Morgan Walter Phillips (18 June 1902 – 15 January 1963) was a colliery worker and trade union activist who became the General Secretary of the British Labour Party, involved in two of the party's election victories.

Life
Born in Aberdare, Glamorgan, one of the six children of William Phillips, Phillips was brought up in Bargoed. He left school when he was 12 to become a colliery surface worker.

When he was 18, Phillips became a member of the Caerphilly divisional Labour Party, and served as secretary of the party in Bargoed, 1923–25. He was chairman of the Bargoed Steam Coal Lodge, 1924–26. He was able to attend the Labour College, London for a two-year course in economic and social subjects. He remained in London and became secretary of the Labour Party in West Fulham, 1928–30. and later in Whitechapel, 1934-37. He became a councillor on Fulham borough council, 1934–37.

In 1937 he was employed at the party's headquarters as propaganda officer, then as secretary of the party's research department from 1941. He soon rose to become secretary of the party in 1944, formally renamed general secretary in 1960. Phillips revolutionised the organisation of the Party and aimed to appeal to a wider set of people and professions, a professional basis for the election victories in 1945 and 1950, that saw fewer trade unionists and more professionals elected to Parliament.
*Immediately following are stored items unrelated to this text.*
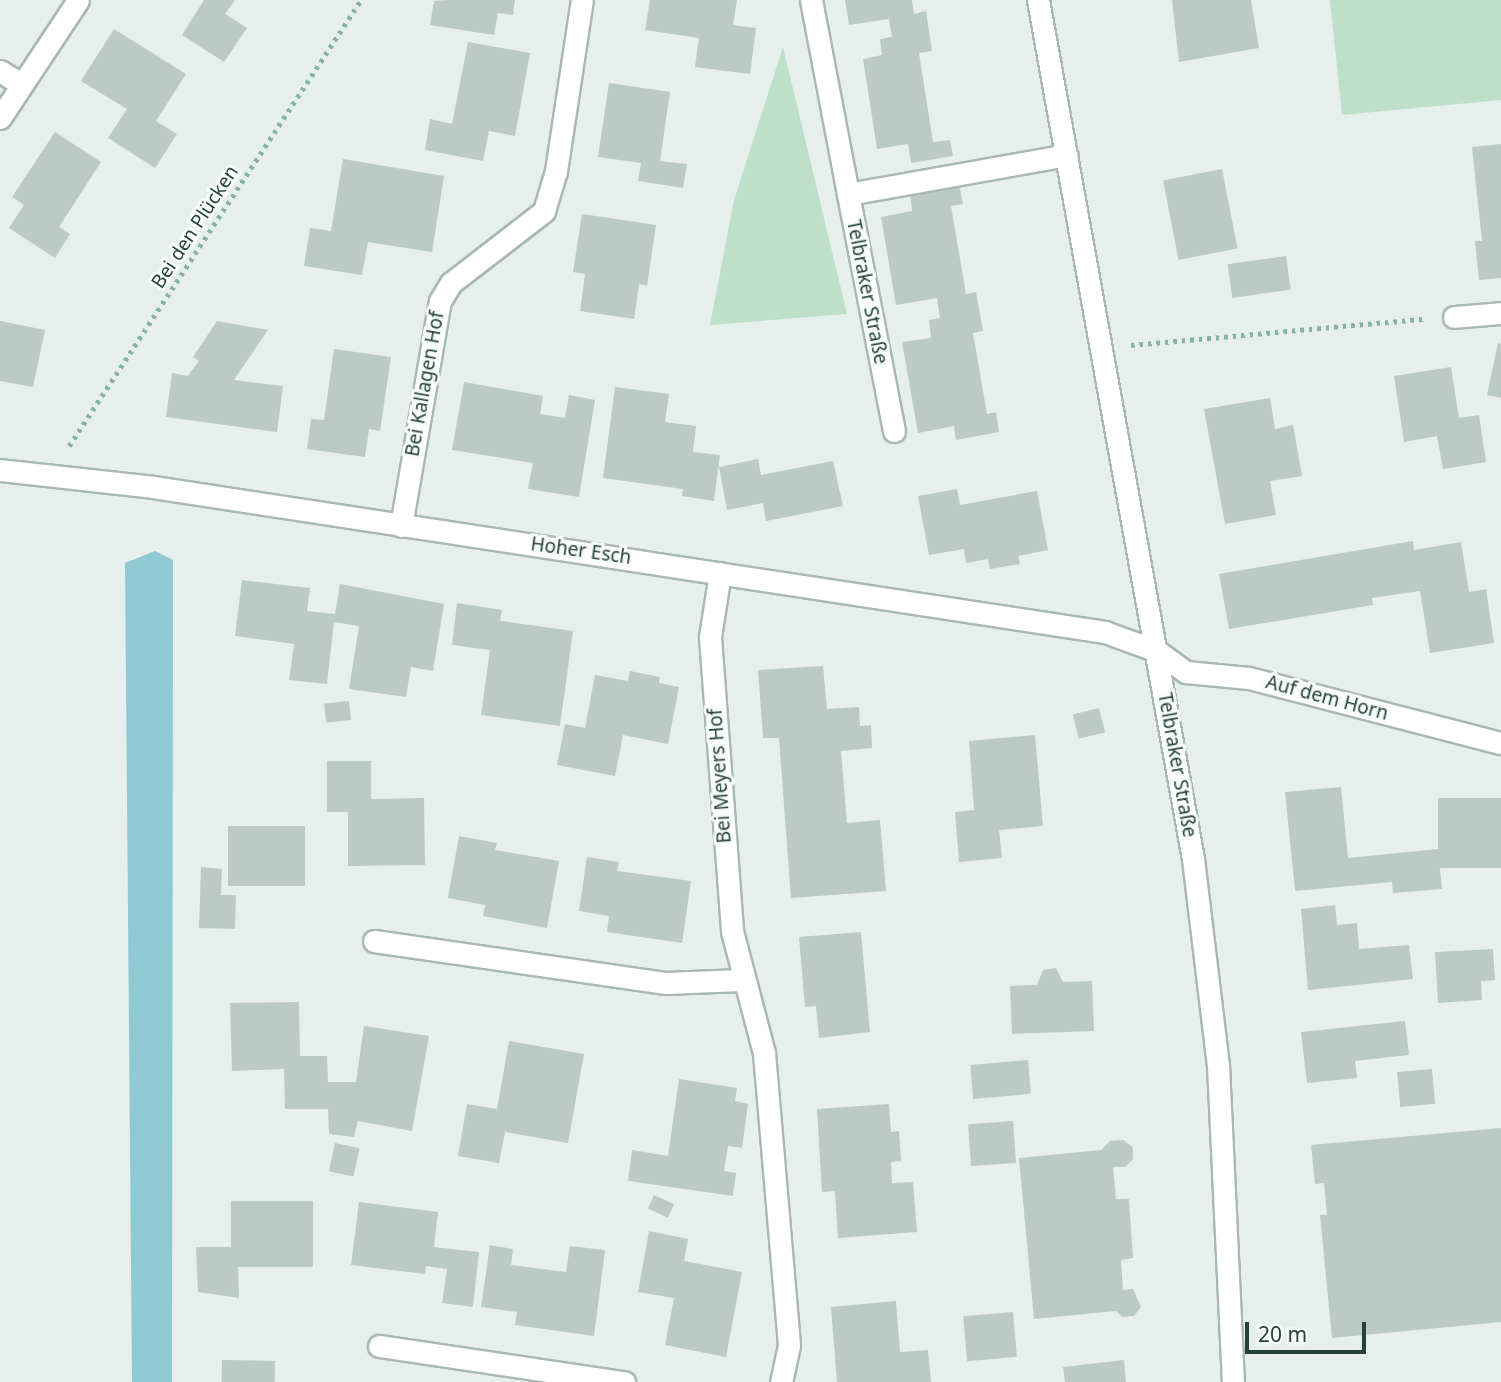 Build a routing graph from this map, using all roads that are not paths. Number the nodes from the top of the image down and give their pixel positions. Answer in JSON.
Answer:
{"nodes":[{"id":1,"x":78,"y":0,"type":"edge"},
{"id":2,"x":582,"y":0,"type":"edge"},
{"id":3,"x":811,"y":0,"type":"edge"},
{"id":4,"x":1038,"y":0,"type":"edge"},
{"id":5,"x":0,"y":71,"type":"edge"},
{"id":6,"x":21,"y":84,"type":"junction"},
{"id":7,"x":0,"y":118,"type":"edge"},
{"id":8,"x":1067,"y":155,"type":"junction"},
{"id":9,"x":848,"y":194,"type":"junction"},
{"id":10,"x":1501,"y":313,"type":"edge"},
{"id":11,"x":1454,"y":317,"type":"road end"},
{"id":12,"x":894,"y":431,"type":"dead end"},
{"id":13,"x":0,"y":470,"type":"edge"},
{"id":14,"x":401,"y":526,"type":"junction"},
{"id":15,"x":720,"y":573,"type":"junction"},
{"id":16,"x":1157,"y":651,"type":"junction"},
{"id":17,"x":1501,"y":743,"type":"edge"},
{"id":18,"x":374,"y":941,"type":"dead end"},
{"id":19,"x":741,"y":979,"type":"junction"},
{"id":20,"x":379,"y":1346,"type":"dead end"},
{"id":21,"x":624,"y":1382,"type":"edge"},
{"id":22,"x":781,"y":1382,"type":"edge"},
{"id":23,"x":1233,"y":1382,"type":"edge"}],
"edges":[{"from":1,"to":6,"type":"street"},
{"from":2,"to":14,"type":"street","name":"Bei Kallagen Hof"},
{"from":3,"to":9,"type":"street","name":"Telbraker Straße"},
{"from":4,"to":8,"type":"street","name":"Telbraker Straße"},
{"from":5,"to":6,"type":"street"},
{"from":6,"to":7,"type":"street"},
{"from":8,"to":9,"type":"street","name":"Telbraker Straße"},
{"from":8,"to":16,"type":"street","name":"Telbraker Straße"},
{"from":9,"to":12,"type":"street","name":"Telbraker Straße"},
{"from":10,"to":11,"type":"street"},
{"from":13,"to":14,"type":"street","name":"Hoher Esch"},
{"from":14,"to":15,"type":"street","name":"Hoher Esch"},
{"from":15,"to":16,"type":"street","name":"Hoher Esch"},
{"from":15,"to":19,"type":"street","name":"Bei Meyers Hof"},
{"from":16,"to":17,"type":"street","name":"Auf dem Horn"},
{"from":16,"to":23,"type":"street","name":"Telbraker Straße"},
{"from":18,"to":19,"type":"street"},
{"from":19,"to":22,"type":"street","name":"Bei Meyers Hof"},
{"from":20,"to":21,"type":"street"}]}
He called for recognition of middle class aspiration for wealth, home ownership and leisure opportunities, and warned against excessive emphasis on nationalisation. Nevertheless, Phillips and the party organization he led were blamed by some for the defeat in the 1955 general election: a post-mortem conducted by Harold Wilson labelled the party's organization as a "penny farthing [an antiquated model of bicycle] in a jet age".

In 1957, Phillips joined Aneurin Bevan and Richard Crossman in suing The Spectator magazine for libel. An article had been published by The Spectator  describing the men as drinking heavily during a socialist conference in Italy. Having sworn that the charges were untrue, the three collected damages from the magazine. Many years later, Crossman's posthumously published diaries confirmed the truth of the magazine's charges.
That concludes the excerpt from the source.